This is a possible definition of the CacheStream interface.

interface CacheStream<R> extends Stream<R> {
    // This would disable sending multiple requests at the same time, which would reduce memory usage on the 
    // originator node as it has to keep intermediate data
    CacheStream<R> sequentialDistribution();
    // Will only run the stream on the given keys.  This is done before the stream is distributed or any cache
    // loader is used to reduce overhead as needed
    CacheStream<R> filterKeys(Set<?> keys);
    // Only entries that map to given segments are operated upon.  Similarly to filterKeys this is done 
    // before the stream is processed to reduce overhead
    CacheStream<R> filterKeySegments(Set<Integer> segments);
    // Controls how many keys are returns from a remote node at at time.  Note this option is ignored for
    // terminal operators that don't deal with 1:1 mappings with keys (such as count, reduce, collect etc.)
    CacheStream<R> distributedBatchSize(long batchSize);
    // Allows registration of a segment completion listener that is notified when a segment has completed
    // processing.  If the terminal operator has a short circuit this listener may never be called.
    CacheStream<R> segmentCompletionListener(SegmentCompletionListener listener);
    // When this is enabled keys or segments are not tracked and if a rehash occurs there may be some 
    // data that is not processed or possibly duplicated.  This will be faster in almost all cases but however
    // doesn't guarantee correctness under node failure.
    CacheStream<R> disableRehashAware();
}

The filterKeySegments and filterKeys methods are done before sending anything remote to verify that the proper segments are requested and only keys from those owners are requested. These methods are also utilized as a KeyFilter for the cache loader filter to prevent reading other keys if the loader supports a given filter.
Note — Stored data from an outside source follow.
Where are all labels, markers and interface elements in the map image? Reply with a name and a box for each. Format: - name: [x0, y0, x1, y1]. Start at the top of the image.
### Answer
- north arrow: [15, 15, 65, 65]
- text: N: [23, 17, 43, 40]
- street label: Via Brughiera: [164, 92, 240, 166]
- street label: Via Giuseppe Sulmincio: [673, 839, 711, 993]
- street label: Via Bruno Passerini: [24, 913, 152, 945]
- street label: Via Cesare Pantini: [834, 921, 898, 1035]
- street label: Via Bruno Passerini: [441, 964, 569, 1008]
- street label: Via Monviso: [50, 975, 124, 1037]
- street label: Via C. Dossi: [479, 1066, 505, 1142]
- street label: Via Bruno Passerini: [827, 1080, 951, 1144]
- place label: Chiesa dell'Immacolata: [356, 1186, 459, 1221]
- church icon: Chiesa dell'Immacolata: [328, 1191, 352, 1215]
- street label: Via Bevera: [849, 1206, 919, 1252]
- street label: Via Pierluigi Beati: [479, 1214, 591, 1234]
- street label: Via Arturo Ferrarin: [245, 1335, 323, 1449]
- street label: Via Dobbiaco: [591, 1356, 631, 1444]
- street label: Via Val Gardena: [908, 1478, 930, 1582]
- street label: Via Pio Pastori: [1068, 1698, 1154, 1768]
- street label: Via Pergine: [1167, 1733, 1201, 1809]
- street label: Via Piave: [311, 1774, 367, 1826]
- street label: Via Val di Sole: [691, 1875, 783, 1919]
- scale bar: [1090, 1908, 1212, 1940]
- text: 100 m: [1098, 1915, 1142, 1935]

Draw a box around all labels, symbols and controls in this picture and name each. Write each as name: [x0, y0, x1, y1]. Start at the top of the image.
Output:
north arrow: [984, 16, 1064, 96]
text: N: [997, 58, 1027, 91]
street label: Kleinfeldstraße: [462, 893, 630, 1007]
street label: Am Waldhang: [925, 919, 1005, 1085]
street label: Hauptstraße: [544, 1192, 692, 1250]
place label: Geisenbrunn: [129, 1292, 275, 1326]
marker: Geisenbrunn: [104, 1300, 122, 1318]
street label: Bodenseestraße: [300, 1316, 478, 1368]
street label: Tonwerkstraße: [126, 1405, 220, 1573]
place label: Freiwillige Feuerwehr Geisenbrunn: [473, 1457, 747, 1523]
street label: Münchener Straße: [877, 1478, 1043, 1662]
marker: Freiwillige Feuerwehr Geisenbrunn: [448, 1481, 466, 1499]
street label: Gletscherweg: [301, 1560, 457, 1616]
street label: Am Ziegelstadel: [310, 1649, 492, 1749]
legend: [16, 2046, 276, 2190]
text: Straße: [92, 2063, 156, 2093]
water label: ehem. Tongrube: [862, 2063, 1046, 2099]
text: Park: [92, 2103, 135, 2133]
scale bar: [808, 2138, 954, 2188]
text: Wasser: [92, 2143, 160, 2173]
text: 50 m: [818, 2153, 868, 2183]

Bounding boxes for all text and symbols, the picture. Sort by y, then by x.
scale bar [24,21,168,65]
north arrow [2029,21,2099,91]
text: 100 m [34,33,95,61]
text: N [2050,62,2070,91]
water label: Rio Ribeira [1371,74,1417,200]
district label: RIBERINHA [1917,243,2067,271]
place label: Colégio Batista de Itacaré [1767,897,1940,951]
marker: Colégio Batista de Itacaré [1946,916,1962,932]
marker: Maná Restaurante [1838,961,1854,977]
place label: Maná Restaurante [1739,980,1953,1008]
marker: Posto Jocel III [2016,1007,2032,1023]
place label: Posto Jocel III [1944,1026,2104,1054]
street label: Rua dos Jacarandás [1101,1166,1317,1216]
This new CacheStream would allow for all Stream methods except distinct and sorted are not supported (distinct likely will never be supported and sorted will be added later). The usefulness of the limit and skip intermediate operations are also dubious, since until sorted is implemented it would be non deterministic which entries would be returned. All operations would be normally performed on the node that owns the data.

General Algorithm for Rehash Aware Stream

Running the stream on each node independently is not that interesting. The interesting part is how we track entries as they move between nodes due to the addition or removal of a new node.

Originator steps:

  1. Determines what segments it must request from both the requested segments and keys (if neither is provided then all keys are considered)
  2. Depending on if parallel distribution is enabled it will either start local stream operations and if enabled will send a request to each node for the segments it owns. If parallel distribution is disabled then the originator will send each request after each node has finished processing its data set.
  3. If a node was found to be suspect this node will keep track of each key it has processed for the given segment and subsequently send a request to the new owner asking for it to perform its operation again without those keys. Nodes that have partially retrieved segments may be prioritized first.

Remote node steps:

  1. We obtain a Stream from the cache (Flag.LOCAL_MODE forced).
  2. We apply the given segment and/or key filter first. Note that these are used on the originator to determine what nodes to request data from and then subsequently sent to target node to reduce data at the first possible step
  3. Assuming that fault tolerance is enabled and we are using a terminal operator that requires key knowledge (ie. convert, reduce), we keep track of a given key's value or segment.
  4. All subsequent user provided stream operations are performed.
  5. As values are found from the stream we send them back as they reach the buffer size (key aware terminal operators only). See the below table for terminal operators that do not do this.
  6. If a rehash occurs in the middle that given segment is considered suspect and on the next response to the originator will be told of it being so. The node that owned that segment may or may not send back values for keys that map to the given segment.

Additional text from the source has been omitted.